Every line of the listing that contains the word "Arbor" is to be copied out.
(Extracted data begins)
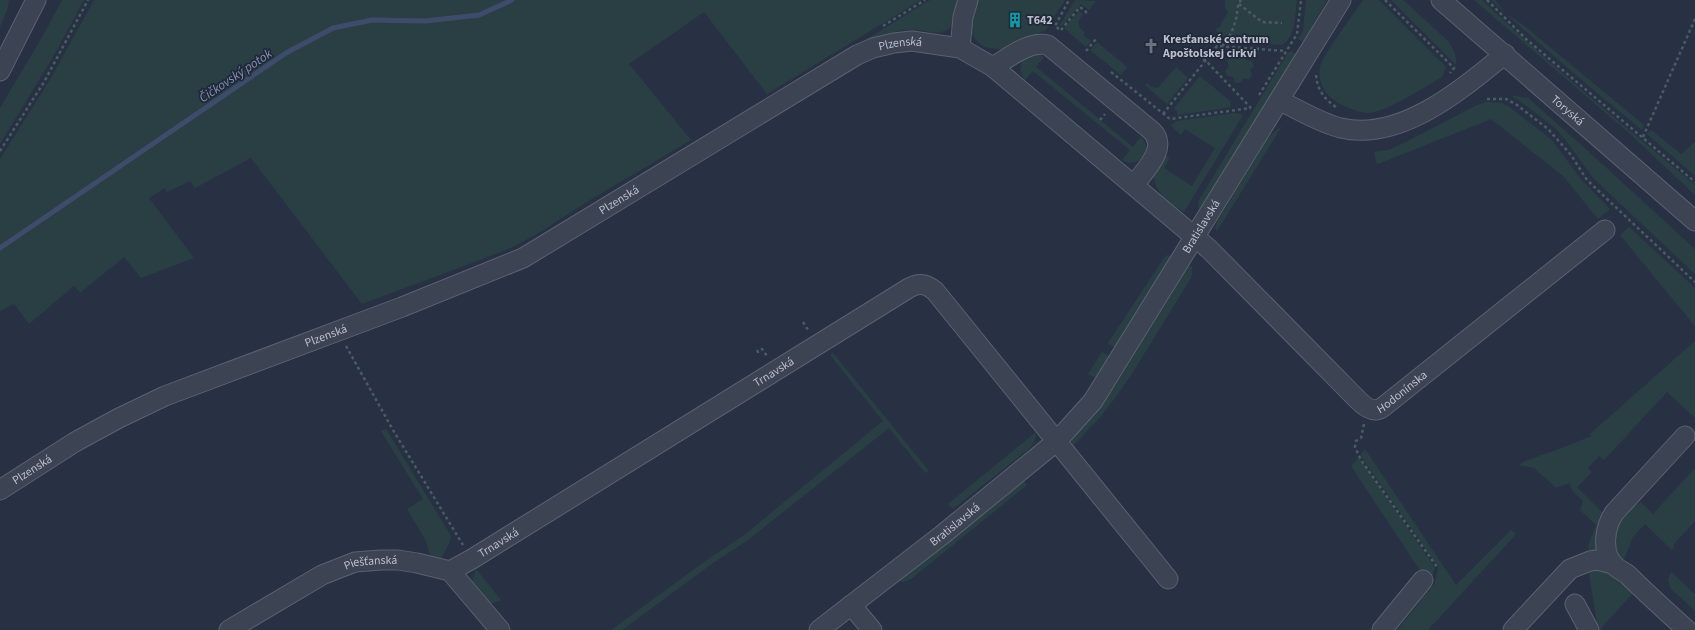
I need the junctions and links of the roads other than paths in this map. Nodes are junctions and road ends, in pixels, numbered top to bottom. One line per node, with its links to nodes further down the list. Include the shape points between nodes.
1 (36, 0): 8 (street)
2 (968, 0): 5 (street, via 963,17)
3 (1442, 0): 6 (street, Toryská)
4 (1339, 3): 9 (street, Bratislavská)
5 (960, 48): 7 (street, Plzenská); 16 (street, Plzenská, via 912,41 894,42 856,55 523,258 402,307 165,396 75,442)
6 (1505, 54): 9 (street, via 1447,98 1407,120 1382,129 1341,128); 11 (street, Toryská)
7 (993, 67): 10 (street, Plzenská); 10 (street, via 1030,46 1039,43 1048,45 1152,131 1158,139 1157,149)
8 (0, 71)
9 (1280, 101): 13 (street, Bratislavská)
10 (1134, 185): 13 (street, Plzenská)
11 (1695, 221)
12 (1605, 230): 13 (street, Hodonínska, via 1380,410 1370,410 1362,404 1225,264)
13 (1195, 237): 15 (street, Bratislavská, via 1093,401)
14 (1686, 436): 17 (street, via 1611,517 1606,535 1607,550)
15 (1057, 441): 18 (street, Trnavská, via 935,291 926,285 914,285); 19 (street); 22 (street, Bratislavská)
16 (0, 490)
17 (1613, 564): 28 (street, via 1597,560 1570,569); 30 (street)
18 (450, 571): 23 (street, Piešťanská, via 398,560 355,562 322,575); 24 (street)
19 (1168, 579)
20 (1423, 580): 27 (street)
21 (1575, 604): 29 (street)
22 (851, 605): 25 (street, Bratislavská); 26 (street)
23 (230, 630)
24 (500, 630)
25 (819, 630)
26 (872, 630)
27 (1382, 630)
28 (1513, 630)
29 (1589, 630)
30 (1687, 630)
(Extracted data ends)
(Extracted data begins)
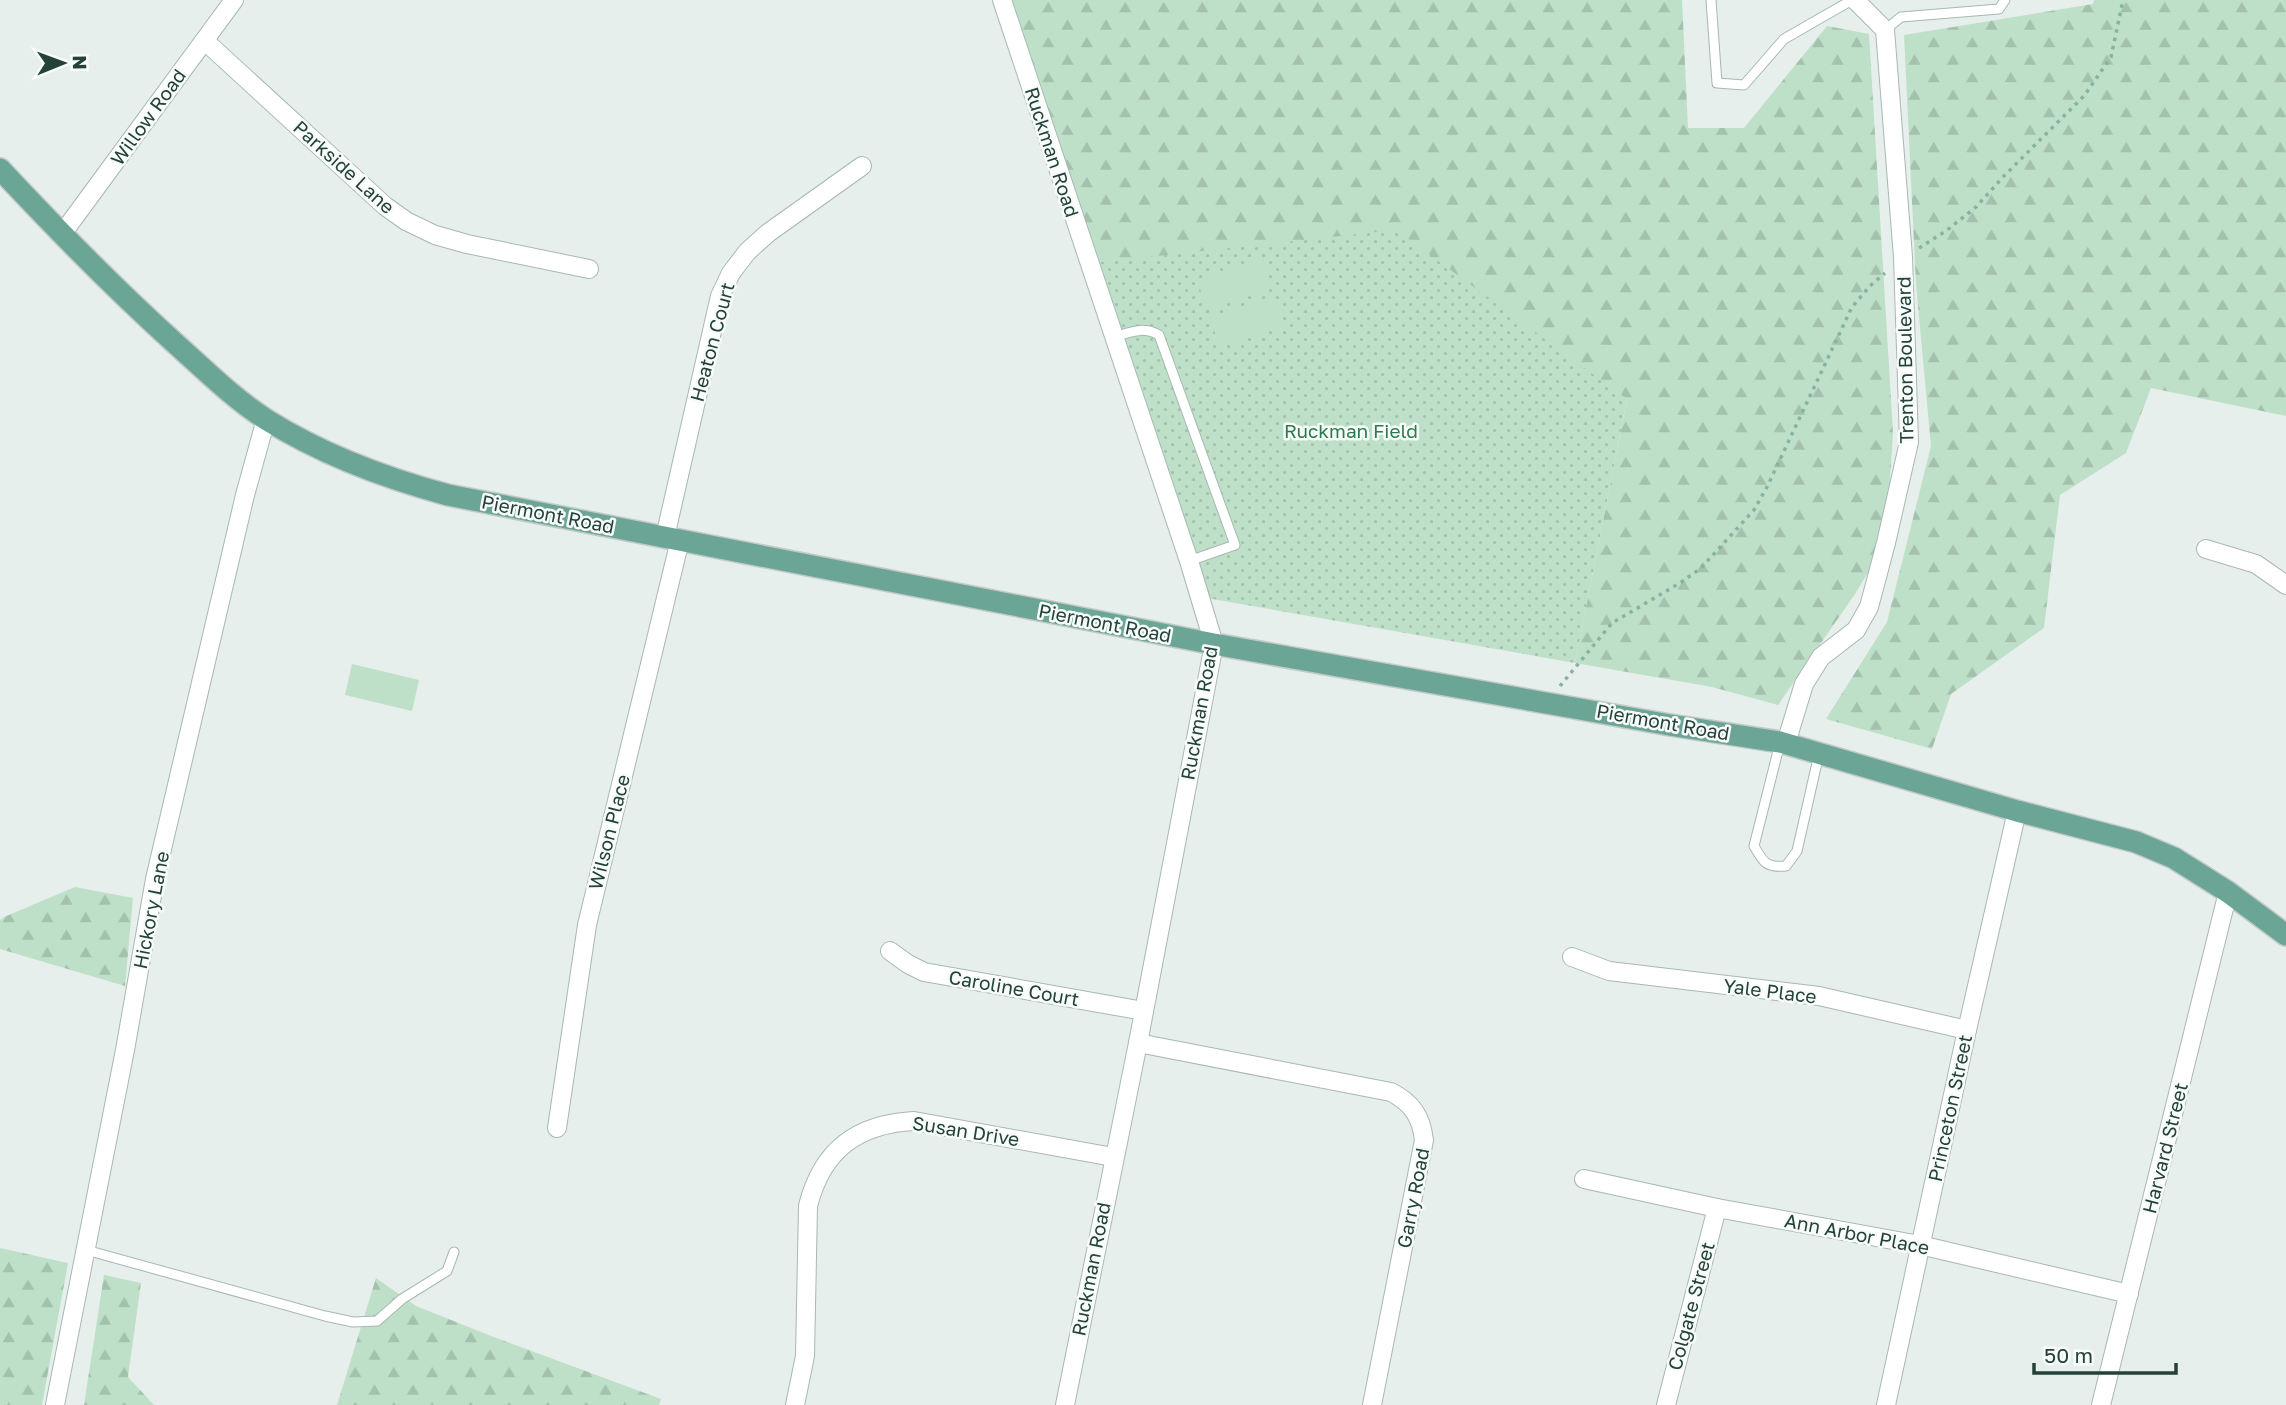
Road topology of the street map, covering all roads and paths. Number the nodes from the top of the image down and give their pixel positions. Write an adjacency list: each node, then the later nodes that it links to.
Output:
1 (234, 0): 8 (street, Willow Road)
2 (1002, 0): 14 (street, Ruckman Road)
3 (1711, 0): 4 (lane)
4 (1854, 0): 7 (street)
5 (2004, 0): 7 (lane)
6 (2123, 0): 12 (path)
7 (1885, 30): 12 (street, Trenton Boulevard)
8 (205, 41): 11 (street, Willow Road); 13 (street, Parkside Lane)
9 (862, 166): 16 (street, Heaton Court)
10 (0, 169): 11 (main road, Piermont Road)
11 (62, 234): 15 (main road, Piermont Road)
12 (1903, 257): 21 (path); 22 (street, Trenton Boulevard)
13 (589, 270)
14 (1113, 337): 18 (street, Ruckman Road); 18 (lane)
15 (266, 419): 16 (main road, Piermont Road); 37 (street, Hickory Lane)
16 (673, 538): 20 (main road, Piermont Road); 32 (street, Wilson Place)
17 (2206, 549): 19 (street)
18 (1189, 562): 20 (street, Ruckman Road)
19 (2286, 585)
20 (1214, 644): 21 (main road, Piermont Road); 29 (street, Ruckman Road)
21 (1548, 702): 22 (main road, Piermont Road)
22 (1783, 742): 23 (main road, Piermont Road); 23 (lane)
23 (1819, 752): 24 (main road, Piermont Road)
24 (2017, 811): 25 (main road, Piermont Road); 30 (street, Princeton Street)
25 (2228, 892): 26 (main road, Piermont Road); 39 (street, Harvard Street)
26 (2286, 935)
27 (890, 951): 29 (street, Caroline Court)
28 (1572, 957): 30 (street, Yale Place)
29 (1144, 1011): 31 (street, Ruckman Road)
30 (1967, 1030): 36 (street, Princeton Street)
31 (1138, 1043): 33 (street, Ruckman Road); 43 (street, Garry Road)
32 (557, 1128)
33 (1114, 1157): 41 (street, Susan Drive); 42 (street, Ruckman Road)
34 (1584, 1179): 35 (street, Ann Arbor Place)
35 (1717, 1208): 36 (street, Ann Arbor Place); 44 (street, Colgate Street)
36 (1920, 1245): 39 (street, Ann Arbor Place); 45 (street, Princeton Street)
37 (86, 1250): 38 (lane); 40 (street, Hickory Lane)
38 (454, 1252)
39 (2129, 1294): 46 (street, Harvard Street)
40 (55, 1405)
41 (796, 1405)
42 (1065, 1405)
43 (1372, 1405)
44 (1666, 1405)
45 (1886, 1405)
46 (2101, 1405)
(Extracted data ends)
**Response to this exercise**
34 (1584, 1179): 35 (street, Ann Arbor Place)
35 (1717, 1208): 36 (street, Ann Arbor Place); 44 (street, Colgate Street)
36 (1920, 1245): 39 (street, Ann Arbor Place); 45 (street, Princeton Street)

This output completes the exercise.